An imaginative, if somewhat childlike teen with a history of getting into fights with school bullies, Tesana is a high school outsider who, while attempting to ingratiate herself with the school elite as they prepare for a pep rally, discovers that one of the rabbits being used in a date auction has the ability to lay colored eggs. After “going 2012” on the entire football team, she takes the rabbit to return him to his home. In her quest to do so, she runs into a sleazy pet shop owner, cosmetics testers, animal rights activists and charlatan magician, all of which want to get a hold of Mr. Easter.

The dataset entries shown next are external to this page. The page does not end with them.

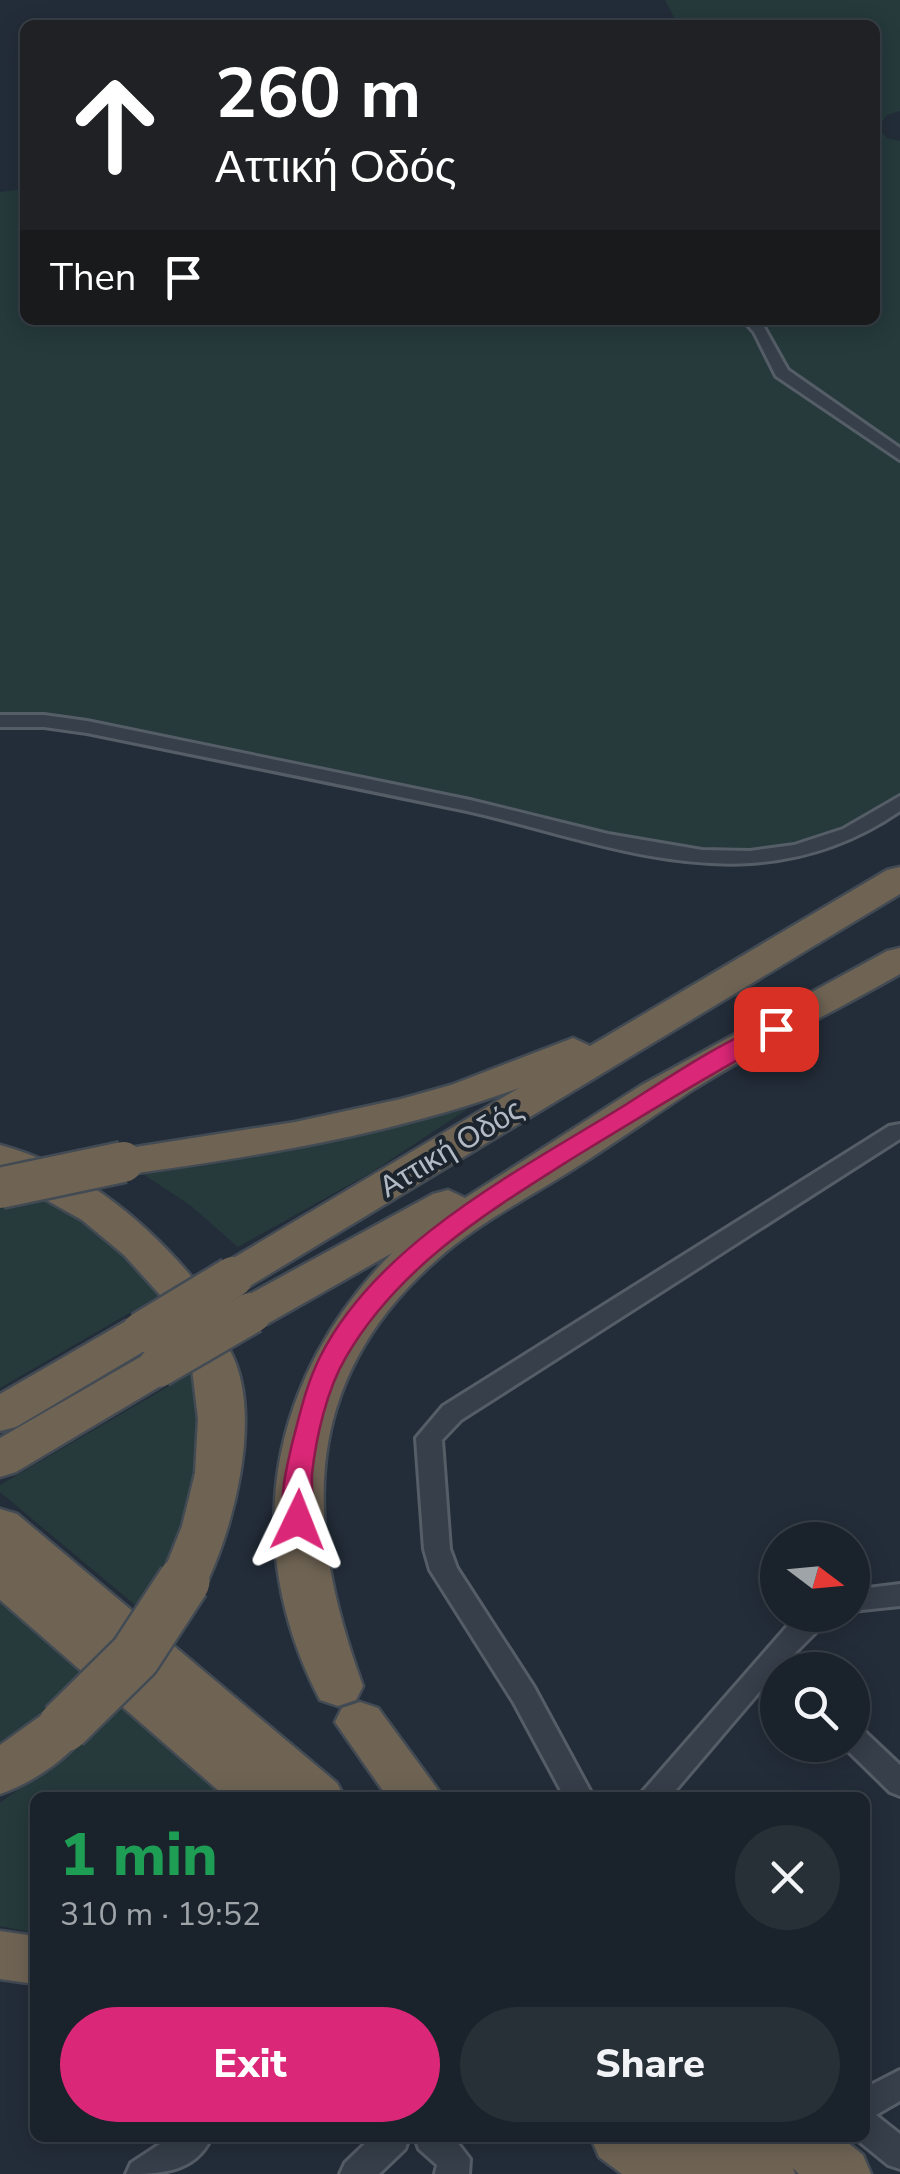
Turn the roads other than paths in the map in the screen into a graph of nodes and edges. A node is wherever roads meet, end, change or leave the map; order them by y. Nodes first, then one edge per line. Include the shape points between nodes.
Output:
1 (757, 325) edge
2 (900, 455) edge
3 (0, 721) edge
4 (900, 802) edge
5 (900, 878) edge
6 (900, 960) edge
7 (710, 994) junction
8 (677, 1083) junction
9 (898, 1131) dead end
10 (0, 1158) edge
11 (0, 1188) edge
12 (176, 1286) dead end
13 (242, 1295) junction
14 (213, 1360) dead end
15 (9, 1432) edge
16 (0, 1527) edge
17 (0, 1572) edge
18 (900, 1595) edge
19 (870, 1599) edge
20 (760, 1685) edge
21 (870, 1754) edge
22 (0, 1774) edge
23 (900, 1784) edge
24 (256, 1792) edge
25 (313, 1792) edge
26 (414, 1792) edge
27 (577, 1792) edge
28 (658, 1792) edge
29 (900, 2084) edge
30 (870, 2101) edge
31 (870, 2130) edge
32 (189, 2142) edge
33 (389, 2142) edge
34 (436, 2142) edge
35 (625, 2142) edge
36 (663, 2142) edge
37 (728, 2142) edge
38 (805, 2142) edge
39 (900, 2154) edge
40 (143, 2174) edge
41 (357, 2174) edge
42 (452, 2174) edge
43 (666, 2174) edge
44 (701, 2174) edge
45 (766, 2174) edge
46 (842, 2174) edge

1 - 2 street via 782,373
3 - 4 street via 74,723 692,855 762,855 828,842
5 - 7 highway, Αττική Οδός
6 - 8 highway, Αττική Οδός
7 - 11 highway, bridge via 632,1018 540,1066 431,1104 309,1134
7 - 13 highway, Αττική Οδός
8 - 13 highway, Αττική Οδός
8 - 26 highway via 445,1231 387,1282 334,1355 299,1472 301,1571 312,1618 349,1704
9 - 27 street via 452,1413 428,1438 444,1570
10 - 12 highway via 95,1208 140,1244
13 - 15 highway, Αττική Οδός, bridge
14 - 22 highway, bridge via 222,1416 218,1489 184,1581 136,1656 64,1726
16 - 25 highway
17 - 24 highway
18 - 19 street
20 - 28 street
21 - 23 street
29 - 30 street
31 - 39 street
32 - 40 street
33 - 41 street
34 - 42 street via 454,2158
35 - 43 highway
36 - 44 highway
37 - 45 highway
38 - 46 highway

The book climaxes in a frantic chase wherein our heroine (who we earlier see dreaming of riding atop a unicorn) gets to race through the woods on a galloping horse. “This is the best day ever!” our heroine thinks.

Both comic and bittersweet, A Home for Mr. Easter takes what could easily be an overly sentimental premise and invests it with an anxious energy. If at times, our heroine comes across maybe a little bit too comically dim (after hulking out on the football team, you half expect her to ask George to start telling her again about the rabbits), she ultimately proves a likable and appealing figure. Allen has a knack for rendering visually expressive moments (there’s a one-page segment on a city bus, for instance, where our heroine learns her rabbit can talk that’s particularly priceless) and a facility with black-and-white brushwork that ‘s particularly impressive in the crowded action scenes.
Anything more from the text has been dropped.